[[ Exercise data open ]]
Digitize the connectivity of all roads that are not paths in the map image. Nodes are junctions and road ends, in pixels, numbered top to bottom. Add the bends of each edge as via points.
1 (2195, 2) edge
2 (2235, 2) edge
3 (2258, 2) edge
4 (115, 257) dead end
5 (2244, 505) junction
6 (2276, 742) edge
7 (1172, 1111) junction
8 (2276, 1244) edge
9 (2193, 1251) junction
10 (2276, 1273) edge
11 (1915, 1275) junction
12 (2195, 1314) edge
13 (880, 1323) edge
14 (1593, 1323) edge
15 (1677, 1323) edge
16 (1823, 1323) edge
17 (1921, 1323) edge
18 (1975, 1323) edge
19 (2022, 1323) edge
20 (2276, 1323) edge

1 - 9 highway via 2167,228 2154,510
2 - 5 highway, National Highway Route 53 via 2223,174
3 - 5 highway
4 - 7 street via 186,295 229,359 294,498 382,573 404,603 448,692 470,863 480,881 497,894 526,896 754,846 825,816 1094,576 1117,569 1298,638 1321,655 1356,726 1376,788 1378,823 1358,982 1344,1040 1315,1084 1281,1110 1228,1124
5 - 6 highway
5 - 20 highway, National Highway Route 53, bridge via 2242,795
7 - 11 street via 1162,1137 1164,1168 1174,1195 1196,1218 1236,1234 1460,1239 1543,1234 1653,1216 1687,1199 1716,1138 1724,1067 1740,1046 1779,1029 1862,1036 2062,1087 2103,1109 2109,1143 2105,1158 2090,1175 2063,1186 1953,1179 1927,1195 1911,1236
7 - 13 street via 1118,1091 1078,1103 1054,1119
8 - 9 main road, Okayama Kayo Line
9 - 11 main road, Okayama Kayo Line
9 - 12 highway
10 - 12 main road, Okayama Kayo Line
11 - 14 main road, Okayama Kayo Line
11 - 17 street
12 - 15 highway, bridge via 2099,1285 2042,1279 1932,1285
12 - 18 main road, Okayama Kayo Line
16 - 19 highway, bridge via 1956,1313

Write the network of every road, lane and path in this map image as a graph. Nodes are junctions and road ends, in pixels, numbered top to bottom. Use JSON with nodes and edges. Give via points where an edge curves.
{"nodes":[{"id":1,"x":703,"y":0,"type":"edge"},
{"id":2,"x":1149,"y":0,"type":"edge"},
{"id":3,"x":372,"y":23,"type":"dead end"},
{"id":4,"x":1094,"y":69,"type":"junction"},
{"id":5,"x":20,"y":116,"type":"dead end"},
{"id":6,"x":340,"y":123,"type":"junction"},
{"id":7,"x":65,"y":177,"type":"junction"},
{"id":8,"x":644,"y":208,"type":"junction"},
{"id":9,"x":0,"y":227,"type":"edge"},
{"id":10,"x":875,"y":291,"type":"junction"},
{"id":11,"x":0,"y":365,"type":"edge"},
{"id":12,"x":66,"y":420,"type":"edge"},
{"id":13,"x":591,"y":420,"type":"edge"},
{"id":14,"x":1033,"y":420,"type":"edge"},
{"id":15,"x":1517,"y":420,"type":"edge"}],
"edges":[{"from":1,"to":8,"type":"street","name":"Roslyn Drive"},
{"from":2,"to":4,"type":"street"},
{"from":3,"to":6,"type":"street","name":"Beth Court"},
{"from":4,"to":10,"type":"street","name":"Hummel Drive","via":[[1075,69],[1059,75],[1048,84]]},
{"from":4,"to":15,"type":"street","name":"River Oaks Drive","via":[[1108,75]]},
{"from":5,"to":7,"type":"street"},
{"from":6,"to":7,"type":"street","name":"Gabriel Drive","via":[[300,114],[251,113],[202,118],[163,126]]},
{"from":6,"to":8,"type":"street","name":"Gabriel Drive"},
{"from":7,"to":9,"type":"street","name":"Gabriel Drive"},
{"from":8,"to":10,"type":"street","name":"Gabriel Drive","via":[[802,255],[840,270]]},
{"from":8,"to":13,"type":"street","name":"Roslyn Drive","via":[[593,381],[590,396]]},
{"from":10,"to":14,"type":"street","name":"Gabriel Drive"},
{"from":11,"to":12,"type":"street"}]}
[[ Exercise data closed ]]
Every line of the listing must be written out again exactly.

▶ **Solution to this exercise**
Digitize the connectivity of all roads that are not paths in the map image. Nodes are junctions and road ends, in pixels, numbered top to bottom. Add the bends of each edge as via points.
1 (2195, 2) edge
2 (2235, 2) edge
3 (2258, 2) edge
4 (115, 257) dead end
5 (2244, 505) junction
6 (2276, 742) edge
7 (1172, 1111) junction
8 (2276, 1244) edge
9 (2193, 1251) junction
10 (2276, 1273) edge
11 (1915, 1275) junction
12 (2195, 1314) edge
13 (880, 1323) edge
14 (1593, 1323) edge
15 (1677, 1323) edge
16 (1823, 1323) edge
17 (1921, 1323) edge
18 (1975, 1323) edge
19 (2022, 1323) edge
20 (2276, 1323) edge

1 - 9 highway via 2167,228 2154,510
2 - 5 highway, National Highway Route 53 via 2223,174
3 - 5 highway
4 - 7 street via 186,295 229,359 294,498 382,573 404,603 448,692 470,863 480,881 497,894 526,896 754,846 825,816 1094,576 1117,569 1298,638 1321,655 1356,726 1376,788 1378,823 1358,982 1344,1040 1315,1084 1281,1110 1228,1124
5 - 6 highway
5 - 20 highway, National Highway Route 53, bridge via 2242,795
7 - 11 street via 1162,1137 1164,1168 1174,1195 1196,1218 1236,1234 1460,1239 1543,1234 1653,1216 1687,1199 1716,1138 1724,1067 1740,1046 1779,1029 1862,1036 2062,1087 2103,1109 2109,1143 2105,1158 2090,1175 2063,1186 1953,1179 1927,1195 1911,1236
7 - 13 street via 1118,1091 1078,1103 1054,1119
8 - 9 main road, Okayama Kayo Line
9 - 11 main road, Okayama Kayo Line
9 - 12 highway
10 - 12 main road, Okayama Kayo Line
11 - 14 main road, Okayama Kayo Line
11 - 17 street
12 - 15 highway, bridge via 2099,1285 2042,1279 1932,1285
12 - 18 main road, Okayama Kayo Line
16 - 19 highway, bridge via 1956,1313

Write the network of every road, lane and path in this map image as a graph. Nodes are junctions and road ends, in pixels, numbered top to bottom. Use JSON with nodes and edges. Give via points where an edge curves.
{"nodes":[{"id":1,"x":703,"y":0,"type":"edge"},
{"id":2,"x":1149,"y":0,"type":"edge"},
{"id":3,"x":372,"y":23,"type":"dead end"},
{"id":4,"x":1094,"y":69,"type":"junction"},
{"id":5,"x":20,"y":116,"type":"dead end"},
{"id":6,"x":340,"y":123,"type":"junction"},
{"id":7,"x":65,"y":177,"type":"junction"},
{"id":8,"x":644,"y":208,"type":"junction"},
{"id":9,"x":0,"y":227,"type":"edge"},
{"id":10,"x":875,"y":291,"type":"junction"},
{"id":11,"x":0,"y":365,"type":"edge"},
{"id":12,"x":66,"y":420,"type":"edge"},
{"id":13,"x":591,"y":420,"type":"edge"},
{"id":14,"x":1033,"y":420,"type":"edge"},
{"id":15,"x":1517,"y":420,"type":"edge"}],
"edges":[{"from":1,"to":8,"type":"street","name":"Roslyn Drive"},
{"from":2,"to":4,"type":"street"},
{"from":3,"to":6,"type":"street","name":"Beth Court"},
{"from":4,"to":10,"type":"street","name":"Hummel Drive","via":[[1075,69],[1059,75],[1048,84]]},
{"from":4,"to":15,"type":"street","name":"River Oaks Drive","via":[[1108,75]]},
{"from":5,"to":7,"type":"street"},
{"from":6,"to":7,"type":"street","name":"Gabriel Drive","via":[[300,114],[251,113],[202,118],[163,126]]},
{"from":6,"to":8,"type":"street","name":"Gabriel Drive"},
{"from":7,"to":9,"type":"street","name":"Gabriel Drive"},
{"from":8,"to":10,"type":"street","name":"Gabriel Drive","via":[[802,255],[840,270]]},
{"from":8,"to":13,"type":"street","name":"Roslyn Drive","via":[[593,381],[590,396]]},
{"from":10,"to":14,"type":"street","name":"Gabriel Drive"},
{"from":11,"to":12,"type":"street"}]}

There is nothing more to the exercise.